Figure 4.

Association of ECFP-Rpp38 (mutants) with RNase MRP and RNase P ribonucleoprotein particles and RNase P activity associated with ECFP-Rpp38 deletion mutants. (A) Constructs encoding (deletion mutants of) ECFP-Rpp38 were transiently transfected in HEp-2 cells. Extracts from these cells used for immunoprecipitations with anti-ECFP antibodies. RNA isolated from total cell extracts (lanes 1–7) and immunoprecipitates (lanes 8–14) was analyzed by Northern blot hybridization with the use of riboprobes specific for RNase MRP and RNase P RNA. Lanes 1 and 8: material from control cells expressing ECFP alone; lanes 2 and 9: ECFP-Rpp38; lanes 3 and 10: ECFP-Rpp38 Δ(1–40); lanes 4 and 11: ECFP-Rpp38 Δ(1–98); lanes 5 and 12: ECFP-Rpp38 Δ(1–141); lanes 6 and 13: ECFP-Rpp38 Δ(181–283) and lanes 7 and 14, ECFP-Rpp38 Δ(246–283). The positions of RNase P and RNase MRP RNA are indicated. (B) RNase P activity assay associated with anti-ECFP immunoprecipitates from extracts of cells transiently transfected with ECFP-Rpp38 (deletion mutants).

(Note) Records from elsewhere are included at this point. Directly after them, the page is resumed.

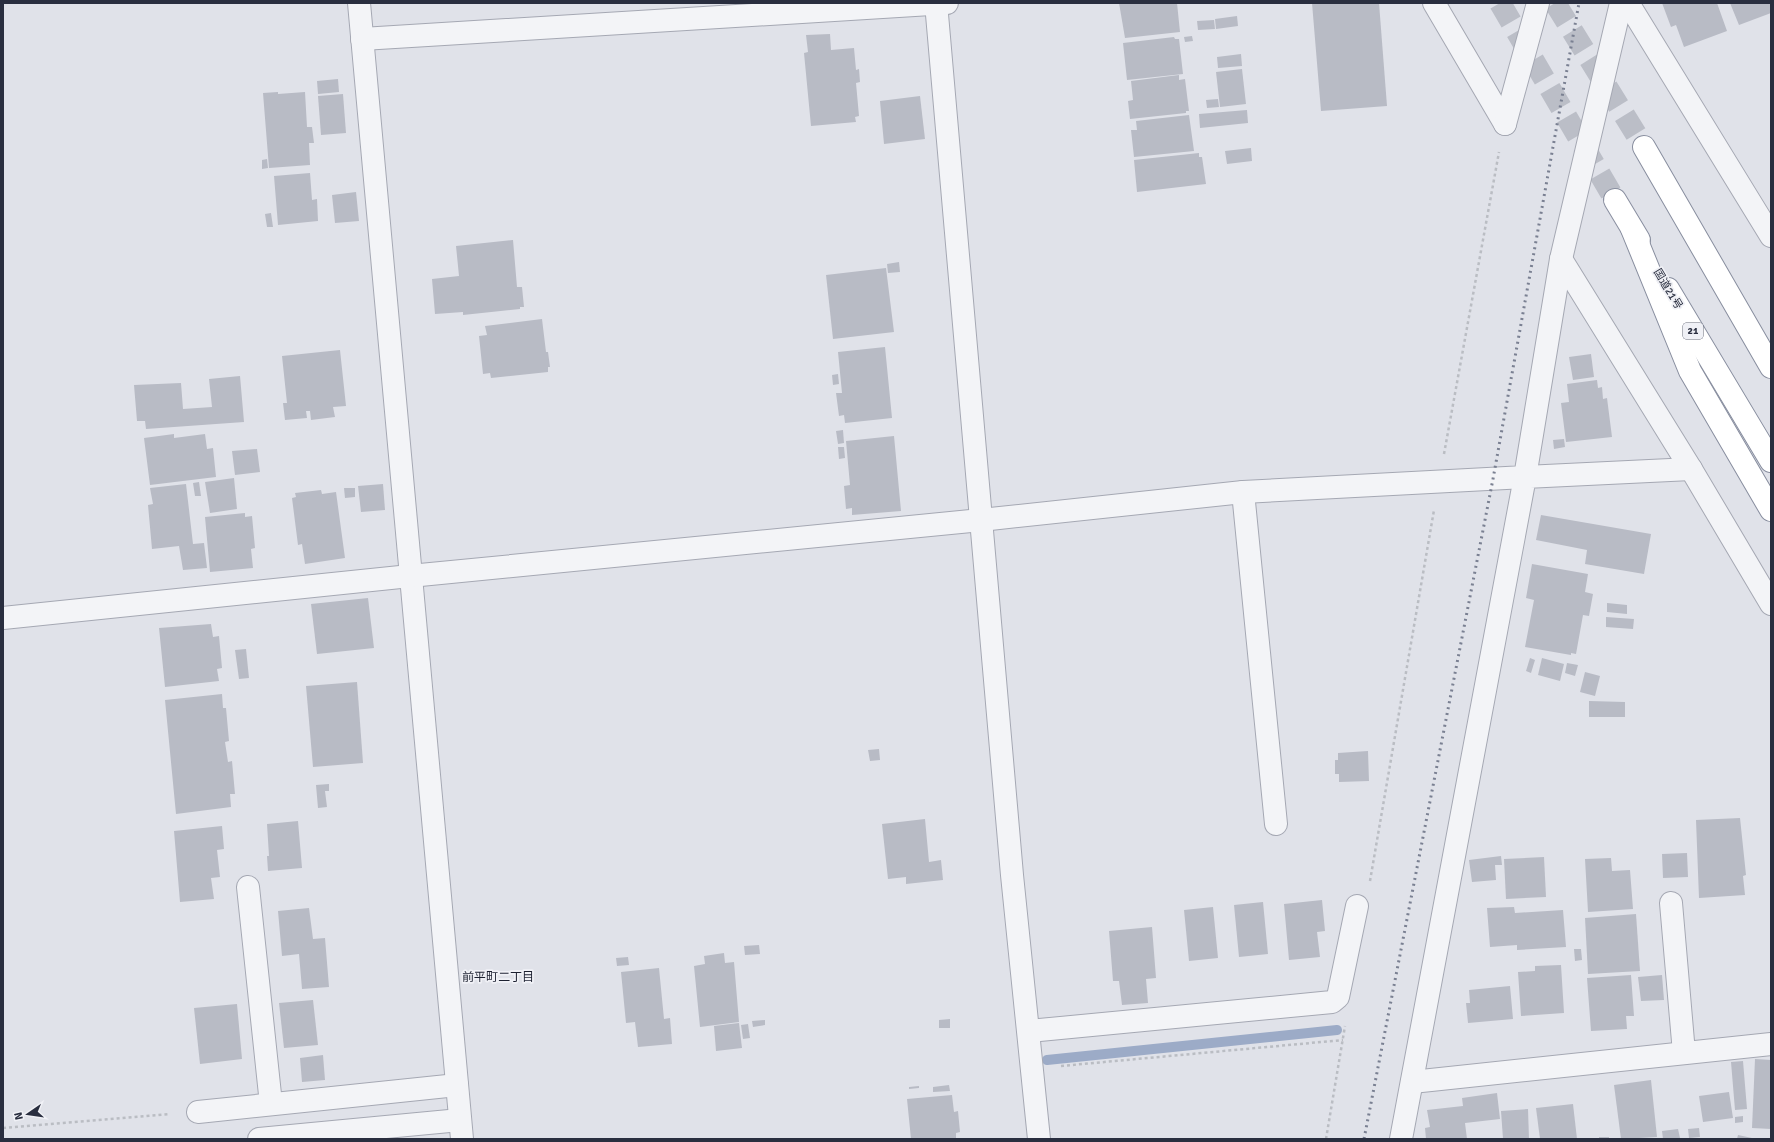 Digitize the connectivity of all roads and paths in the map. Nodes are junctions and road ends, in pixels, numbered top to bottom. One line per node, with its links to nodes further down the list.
1 (359, 3): 7 (street)
2 (939, 3): 7 (street); 23 (street)
3 (1434, 3): 8 (street)
4 (1538, 3): 8 (street)
5 (1621, 3): 13 (street)
6 (1628, 3): 12 (street)
7 (362, 39): 24 (street)
8 (1504, 124): 20 (path)
9 (1644, 147): 14 (highway)
10 (1615, 200): 11 (highway, 国道21号 / 21)
11 (1632, 228): 17 (highway, 国道21号 / 21); 22 (highway)
12 (1771, 236)
13 (1562, 259): 18 (street); 19 (street)
14 (1717, 276): 15 (highway); 16 (highway)
15 (1771, 354)
16 (1771, 367)
17 (1771, 461)
18 (1691, 469): 19 (street); 25 (street)
19 (1525, 477): 20 (street); 38 (street)
20 (1439, 481): 21 (street); 28 (path)
21 (1243, 492): 23 (street); 27 (street)
22 (1771, 510)
23 (981, 520): 24 (street); 33 (street)
24 (410, 576): 26 (street); 39 (street)
25 (1771, 604)
26 (3, 618)
27 (1276, 824)
28 (1370, 882)
29 (248, 887): 40 (street)
30 (1671, 903): 36 (street)
31 (1357, 906): 33 (street)
32 (1346, 1024): 34 (path)
33 (1029, 1030): 37 (street)
34 (1343, 1040): 37 (path); 47 (path)
35 (1771, 1044): 36 (street)
36 (1684, 1053): 38 (street)
37 (1033, 1068): 46 (street)
38 (1412, 1082): 48 (street)
39 (457, 1085): 40 (street); 43 (street)
40 (272, 1104): 41 (street)
41 (198, 1112): 42 (path)
42 (3, 1128)
43 (461, 1129): 44 (street)
44 (333, 1135): 45 (street)
45 (259, 1139)
46 (1039, 1139)
47 (1326, 1139)
48 (1401, 1139)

Lane 1: material from control cells expressing ECFP alone; lane 2: ECFP-Rpp38; lane 3: ECFP-Rpp38 Δ(1–40); lane 4: ECFP-Rpp38 Δ(1–98); lane 5: ECFP-Rpp38 Δ(1–141); lane 6: ECFP-Rpp38 Δ(181–283); lane 7: ECFP-Rpp38 Δ(246–283); lane 8: beads alone; and lane 9, substrate RNA. On the right, the positions of the pre-tRNA, the mature tRNA and the 5′-leader are indicated.